Because the Bible is one unified gospel narrative, we know that the gospel can even be found in a passage like Exodus 27, which provides detailed specifications for the altar of sacrifice, the courtyard, and the lamp in the tabernacle.
The outer altar taught the Old Testament believer that the only way into relationship with God was through sacrifice. (Exodus 27:1-8) This outer altar was the very first thing that a worshipper would see when entering into the tabernacle courtyard. The altar had horns, which were used to bind the animal that was being sacrificed to the altar. (Psalm 118:27)
Every piece of furniture in the tabernacle, including the altar, was designed with rings and poles to be carried. (Exodus 27:6-7) At this point, Israel is a wandering people, so the tabernacle was a mobile church. It says something about God that He is willing to wander with His people. And so the altar is portable and the poles remain in the altar even when it’s stationary to remind the people of God’s identification with them. Wandering in the wilderness? God wants to journey with you. He wants you to experience his love and his presence where you are.
The existence of the altar visibly drove home the point to every worshiper in Israel for 1500 years that you could not come into God’s presence without sacrifice. (Hebrews 9:22) Of course, it is still the same today. Without the shedding of blood, there still is no forgiveness of sins. Thankfully, Scripture teaches that the blood that was shed for our forgiveness was shed by Jesus on the cross. (Hebrews 9:13-14) Not only is Jesus our sacrifice. Jesus is actually our altar! (Hebrews 13:10) This is the reason many churches today, particularly protestant churches, don’t have actual altars in them. We do have an altar, and that altar is Jesus Christ. The entire sacrificial system of the Old Testament was replaced by Christ, who is our tabernacle, our altar, and our sacrifice!!

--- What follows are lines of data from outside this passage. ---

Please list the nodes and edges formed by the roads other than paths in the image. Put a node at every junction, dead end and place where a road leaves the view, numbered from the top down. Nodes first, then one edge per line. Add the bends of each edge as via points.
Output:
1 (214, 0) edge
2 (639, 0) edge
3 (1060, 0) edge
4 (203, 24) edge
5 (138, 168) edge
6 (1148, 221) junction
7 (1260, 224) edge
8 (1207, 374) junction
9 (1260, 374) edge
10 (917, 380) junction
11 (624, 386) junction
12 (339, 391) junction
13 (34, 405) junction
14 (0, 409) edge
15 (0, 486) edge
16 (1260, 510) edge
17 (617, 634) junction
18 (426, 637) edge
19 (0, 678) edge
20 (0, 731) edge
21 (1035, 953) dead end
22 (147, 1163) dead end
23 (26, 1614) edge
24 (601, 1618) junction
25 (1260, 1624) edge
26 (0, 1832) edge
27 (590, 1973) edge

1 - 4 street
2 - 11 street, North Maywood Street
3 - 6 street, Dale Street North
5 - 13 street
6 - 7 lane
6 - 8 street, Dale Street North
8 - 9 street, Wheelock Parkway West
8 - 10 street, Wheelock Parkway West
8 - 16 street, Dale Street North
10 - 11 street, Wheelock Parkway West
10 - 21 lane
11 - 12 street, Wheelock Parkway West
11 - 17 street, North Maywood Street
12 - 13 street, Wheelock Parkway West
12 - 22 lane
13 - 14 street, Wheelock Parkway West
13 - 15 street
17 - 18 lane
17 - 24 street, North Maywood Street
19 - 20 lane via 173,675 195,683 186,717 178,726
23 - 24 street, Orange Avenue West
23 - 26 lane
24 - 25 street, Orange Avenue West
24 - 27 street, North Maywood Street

The courtyard (Exodus 27:9-19) points to God’s holiness and to reconciliation. To be holy, was to be separate, to separate from the world. The later temples that were built in Jerusalem, Solomon’s temple and Herod’s temple had courtyards as well. In fact, Herod’s temple had four courtyards. There was a courtyard for the priests. There was a courtyard for Jewish males. There was a courtyard for Jewish females. And then there was a courtyard called the courtyard of the Gentiles. And these courts were separated by dividing walls. And Josephus, a Jewish historian, says that there was even a signed warning that if Gentiles entered into any of the other courts they would face death. But in Ephesians 2:14 Paul says, “He Himself,” Jesus Christ Himself, “is our peace who made both groups in to one speaking of Jews and Gentiles, and broke down the barrier of the dividing wall.” The old ceremonial system was removed in Christ, so that all those who believe in Him, both Jew and Gentile, are one. It’s a beautiful picture of reconciliation. The courtyard separated sacred space for the worshipers. But it also separated classes of people, and Jesus Christ, in His redemptive work, brings together those who have been separated as they believe in Him.
One last thing. Check out, in Exodus 27:20-21, the perpetually burning lamp, called the ner tamid. This perpetually burning lamp reminded worshippers of the presence of God. Once the tabernacle was constructed, once the tent was set up, nobody but one priest, once a year, would go inside the holy of holies. But outside that holy of holies, in front of the closed veil, in front of the closed curtains, sat a lamp. That lamp visibly reminded the people of the presence of God. It is this lamp that is being referenced in Revelation 22:5 when Scripture says that in the new heaven and the new earth, “There will no longer be any night and they will not have need of the light of a lamp, nor the light of the sun, because the Lord God will illumine them and they will reign forever and forever.” In other words, there will be no need of a lamp to represent the presence of God because His people will continually enjoy His presence forever.